┌──
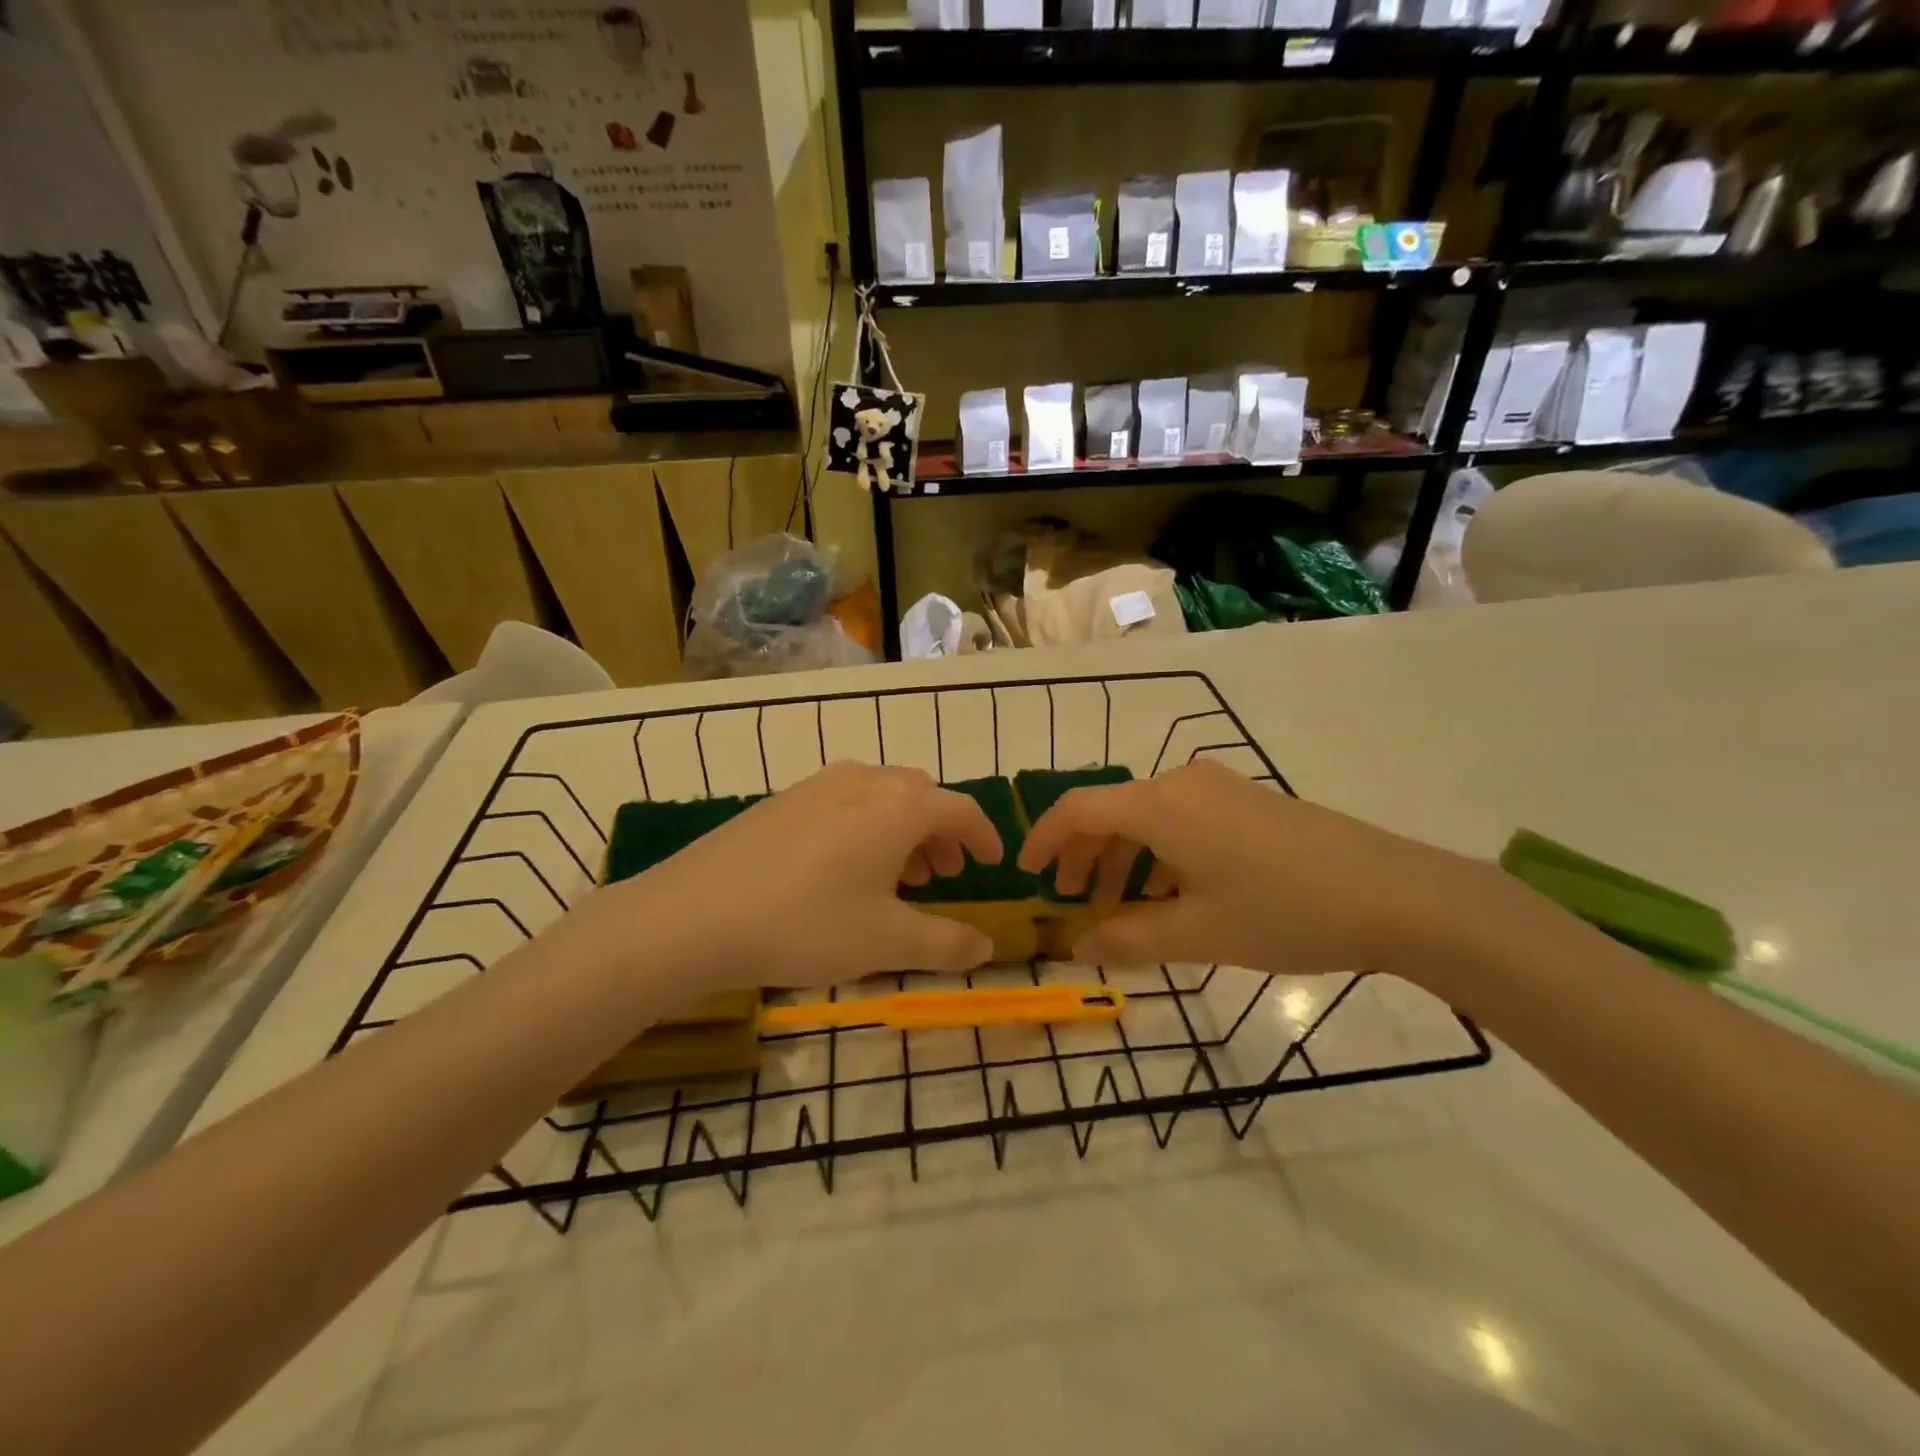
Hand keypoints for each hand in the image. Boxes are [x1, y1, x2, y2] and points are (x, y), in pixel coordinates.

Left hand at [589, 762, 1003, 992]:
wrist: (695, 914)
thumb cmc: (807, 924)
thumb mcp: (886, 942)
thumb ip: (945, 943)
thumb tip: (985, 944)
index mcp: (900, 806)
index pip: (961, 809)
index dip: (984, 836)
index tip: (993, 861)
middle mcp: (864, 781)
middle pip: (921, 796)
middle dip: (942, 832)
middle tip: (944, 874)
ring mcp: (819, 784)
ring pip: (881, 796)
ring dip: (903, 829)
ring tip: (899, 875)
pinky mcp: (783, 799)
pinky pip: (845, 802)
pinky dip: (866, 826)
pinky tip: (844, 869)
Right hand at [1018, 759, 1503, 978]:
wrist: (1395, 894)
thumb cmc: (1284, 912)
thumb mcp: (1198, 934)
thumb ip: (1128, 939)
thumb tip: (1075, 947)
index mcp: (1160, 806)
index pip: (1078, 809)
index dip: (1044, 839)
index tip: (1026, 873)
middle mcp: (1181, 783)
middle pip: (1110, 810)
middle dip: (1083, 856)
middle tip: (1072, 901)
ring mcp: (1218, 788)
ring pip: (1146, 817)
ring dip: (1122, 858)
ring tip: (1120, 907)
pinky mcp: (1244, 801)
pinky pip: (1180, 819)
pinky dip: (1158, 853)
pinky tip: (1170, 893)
└──
» Assigned task: Restate word for word the lines from the one holding "index mcp: (1160, 806)" to the end of the listing, both ends included, and nothing more.

» The answer:
index mcp: (1160, 806)
index pip: (1078, 809)
index dip: (1044, 839)
index tip: (1026, 873)
middle mcp: (1181, 783)
middle pip: (1110, 810)
middle dip: (1083, 856)
middle tip: (1072, 901)
ring mcp: (1218, 788)
ring pip: (1146, 817)
ring dip: (1122, 858)
ring tip: (1120, 907)
pinky mcp: (1244, 801)
pinky pip: (1180, 819)
pinky dip: (1158, 853)
pinky tip: (1170, 893)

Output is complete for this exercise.